__Exercise details__.
State how many lines in this listing include the word "points", and nothing else.

__The data__.
______________________________
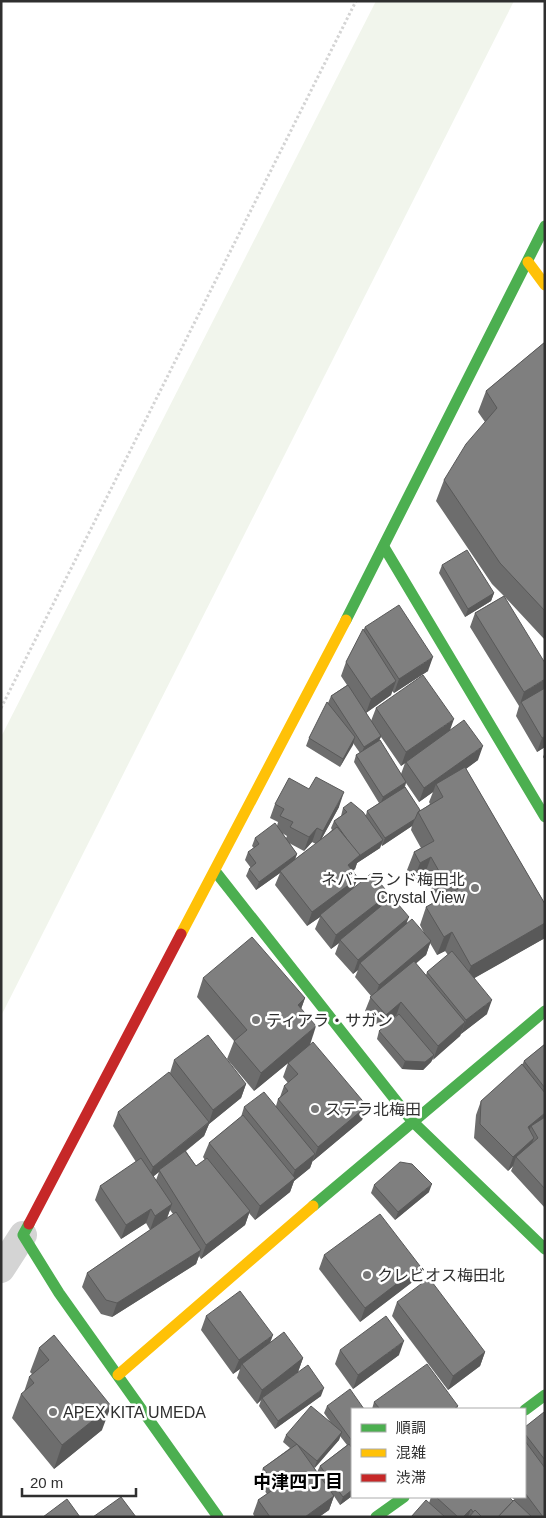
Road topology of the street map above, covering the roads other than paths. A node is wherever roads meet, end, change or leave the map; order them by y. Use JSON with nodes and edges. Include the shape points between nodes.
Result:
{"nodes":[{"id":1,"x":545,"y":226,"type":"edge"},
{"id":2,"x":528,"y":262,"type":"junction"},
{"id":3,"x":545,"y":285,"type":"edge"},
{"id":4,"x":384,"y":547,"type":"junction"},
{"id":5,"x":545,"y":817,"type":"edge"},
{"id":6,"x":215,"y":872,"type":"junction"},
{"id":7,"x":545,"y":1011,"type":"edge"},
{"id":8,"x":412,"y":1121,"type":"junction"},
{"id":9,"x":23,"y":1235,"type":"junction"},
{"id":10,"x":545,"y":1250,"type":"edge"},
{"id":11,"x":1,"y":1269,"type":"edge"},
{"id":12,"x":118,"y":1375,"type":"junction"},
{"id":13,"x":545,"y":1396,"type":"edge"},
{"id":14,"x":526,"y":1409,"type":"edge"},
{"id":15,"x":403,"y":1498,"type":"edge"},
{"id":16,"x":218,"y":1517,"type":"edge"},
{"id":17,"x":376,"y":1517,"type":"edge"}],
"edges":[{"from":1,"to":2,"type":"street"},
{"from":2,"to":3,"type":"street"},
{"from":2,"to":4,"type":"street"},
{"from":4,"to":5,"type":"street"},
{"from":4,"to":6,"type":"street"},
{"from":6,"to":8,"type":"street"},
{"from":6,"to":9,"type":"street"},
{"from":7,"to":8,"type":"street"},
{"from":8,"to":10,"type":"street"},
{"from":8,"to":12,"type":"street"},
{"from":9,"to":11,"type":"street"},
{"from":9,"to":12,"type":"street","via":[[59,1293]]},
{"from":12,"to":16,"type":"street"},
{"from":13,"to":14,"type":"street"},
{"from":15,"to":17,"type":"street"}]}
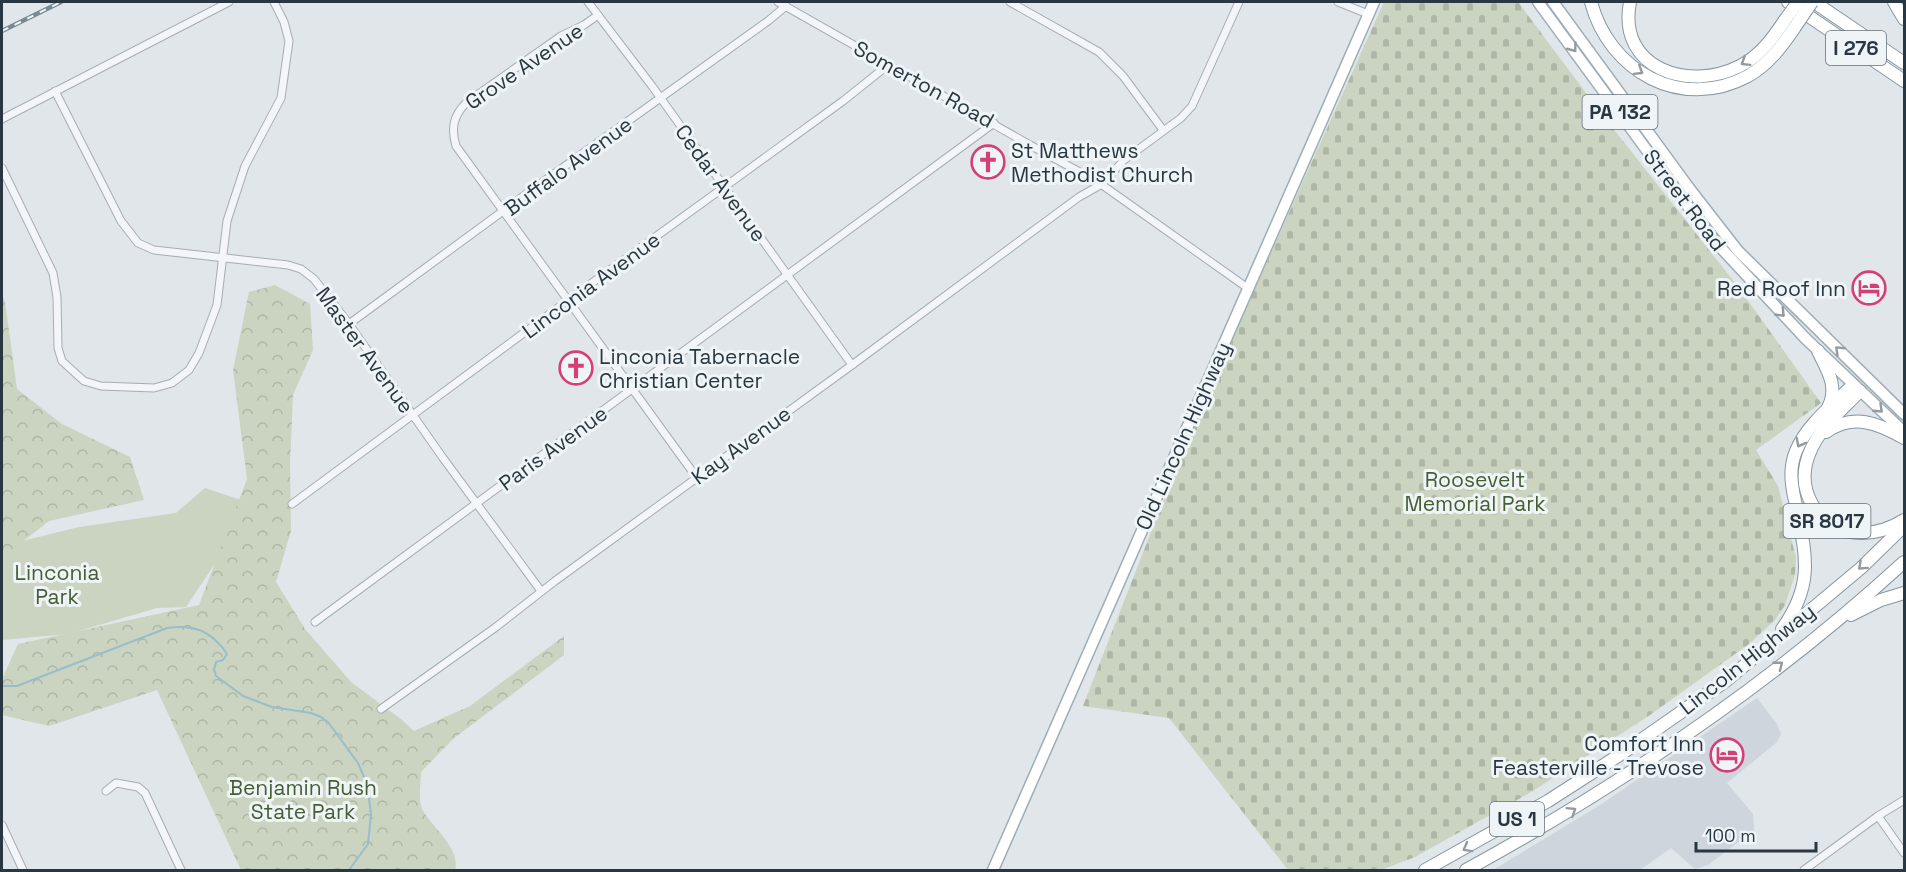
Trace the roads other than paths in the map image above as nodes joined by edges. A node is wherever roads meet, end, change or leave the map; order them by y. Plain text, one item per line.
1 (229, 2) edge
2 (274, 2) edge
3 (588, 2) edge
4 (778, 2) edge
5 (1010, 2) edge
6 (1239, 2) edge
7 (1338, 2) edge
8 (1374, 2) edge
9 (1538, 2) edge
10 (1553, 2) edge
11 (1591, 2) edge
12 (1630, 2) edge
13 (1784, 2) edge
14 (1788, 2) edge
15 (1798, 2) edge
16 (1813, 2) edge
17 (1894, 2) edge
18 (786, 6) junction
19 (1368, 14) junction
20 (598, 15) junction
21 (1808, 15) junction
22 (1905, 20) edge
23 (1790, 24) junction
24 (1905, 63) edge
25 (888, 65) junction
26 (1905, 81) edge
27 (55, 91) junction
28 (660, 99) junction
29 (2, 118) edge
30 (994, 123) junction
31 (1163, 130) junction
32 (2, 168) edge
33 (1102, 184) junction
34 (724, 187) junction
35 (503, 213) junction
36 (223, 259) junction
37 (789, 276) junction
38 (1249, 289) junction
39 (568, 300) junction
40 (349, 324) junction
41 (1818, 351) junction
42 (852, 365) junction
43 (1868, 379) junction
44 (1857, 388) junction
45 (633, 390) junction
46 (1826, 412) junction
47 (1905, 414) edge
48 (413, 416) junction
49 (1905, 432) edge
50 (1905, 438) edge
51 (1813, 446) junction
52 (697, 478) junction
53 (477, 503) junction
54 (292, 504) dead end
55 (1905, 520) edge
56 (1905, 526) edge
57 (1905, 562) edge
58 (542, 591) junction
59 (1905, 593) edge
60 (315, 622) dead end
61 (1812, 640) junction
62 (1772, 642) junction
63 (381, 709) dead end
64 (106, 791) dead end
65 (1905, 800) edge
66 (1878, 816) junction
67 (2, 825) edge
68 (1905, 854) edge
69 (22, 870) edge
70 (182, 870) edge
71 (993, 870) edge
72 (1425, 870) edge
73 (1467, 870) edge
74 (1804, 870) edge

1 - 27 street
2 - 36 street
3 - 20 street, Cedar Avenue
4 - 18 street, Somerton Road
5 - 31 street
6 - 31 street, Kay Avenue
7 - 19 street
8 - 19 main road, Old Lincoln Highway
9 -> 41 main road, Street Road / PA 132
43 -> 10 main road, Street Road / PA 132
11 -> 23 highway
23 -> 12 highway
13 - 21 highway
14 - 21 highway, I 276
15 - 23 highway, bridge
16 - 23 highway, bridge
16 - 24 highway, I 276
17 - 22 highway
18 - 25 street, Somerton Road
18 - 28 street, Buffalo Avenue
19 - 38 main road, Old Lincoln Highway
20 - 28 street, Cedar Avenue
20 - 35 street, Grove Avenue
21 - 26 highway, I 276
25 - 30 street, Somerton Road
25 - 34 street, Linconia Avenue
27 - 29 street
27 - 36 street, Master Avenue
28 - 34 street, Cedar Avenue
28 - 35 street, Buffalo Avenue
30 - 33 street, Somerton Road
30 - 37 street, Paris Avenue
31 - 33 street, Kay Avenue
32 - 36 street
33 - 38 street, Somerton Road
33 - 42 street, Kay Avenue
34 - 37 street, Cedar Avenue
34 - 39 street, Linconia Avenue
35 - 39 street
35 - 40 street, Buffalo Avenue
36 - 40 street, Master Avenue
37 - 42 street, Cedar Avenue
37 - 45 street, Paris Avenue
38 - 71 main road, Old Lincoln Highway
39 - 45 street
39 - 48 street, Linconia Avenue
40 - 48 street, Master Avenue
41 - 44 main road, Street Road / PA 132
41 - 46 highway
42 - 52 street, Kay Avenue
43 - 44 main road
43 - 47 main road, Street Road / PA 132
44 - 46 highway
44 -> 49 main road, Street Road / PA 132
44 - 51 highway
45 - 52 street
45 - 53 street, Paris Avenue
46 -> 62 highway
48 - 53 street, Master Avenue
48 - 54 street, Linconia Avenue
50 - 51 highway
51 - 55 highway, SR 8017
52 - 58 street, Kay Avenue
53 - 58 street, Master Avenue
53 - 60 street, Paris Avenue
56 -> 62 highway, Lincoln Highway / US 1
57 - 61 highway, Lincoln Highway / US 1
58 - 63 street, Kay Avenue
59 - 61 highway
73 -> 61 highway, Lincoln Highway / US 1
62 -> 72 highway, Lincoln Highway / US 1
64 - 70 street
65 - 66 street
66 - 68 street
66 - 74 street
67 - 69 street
______________________________
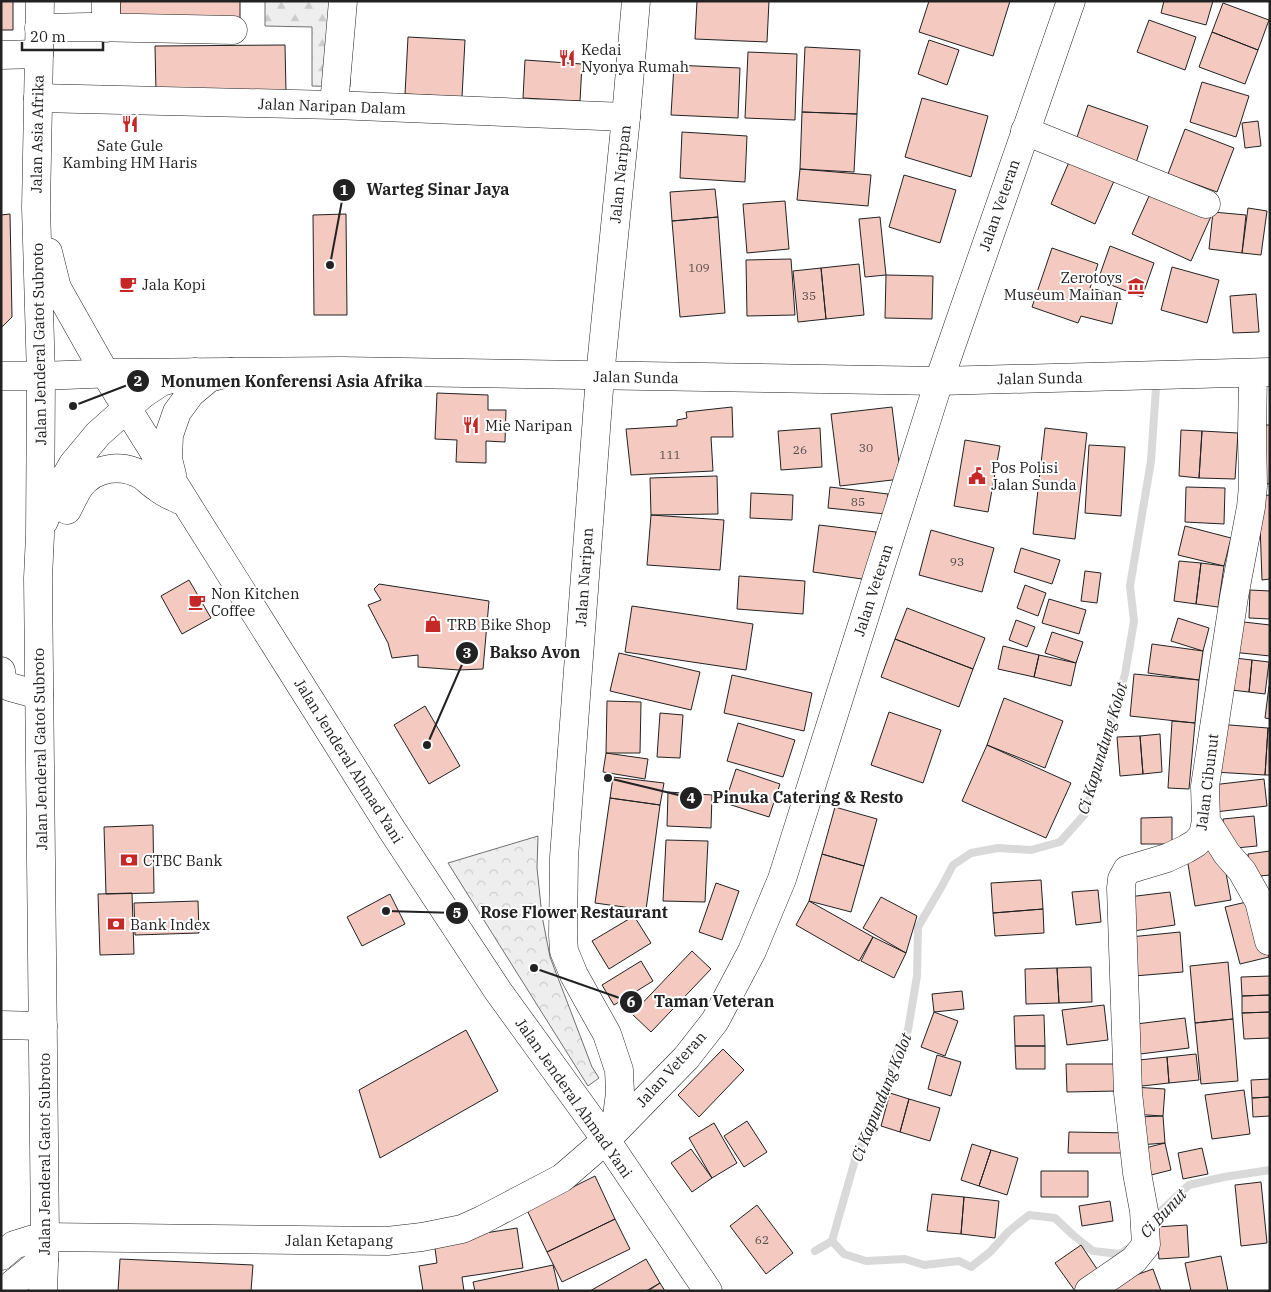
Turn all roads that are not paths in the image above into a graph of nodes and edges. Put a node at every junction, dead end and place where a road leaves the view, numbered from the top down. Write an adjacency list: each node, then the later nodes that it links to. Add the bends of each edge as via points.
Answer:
______________________________
__Exercise answer__.
2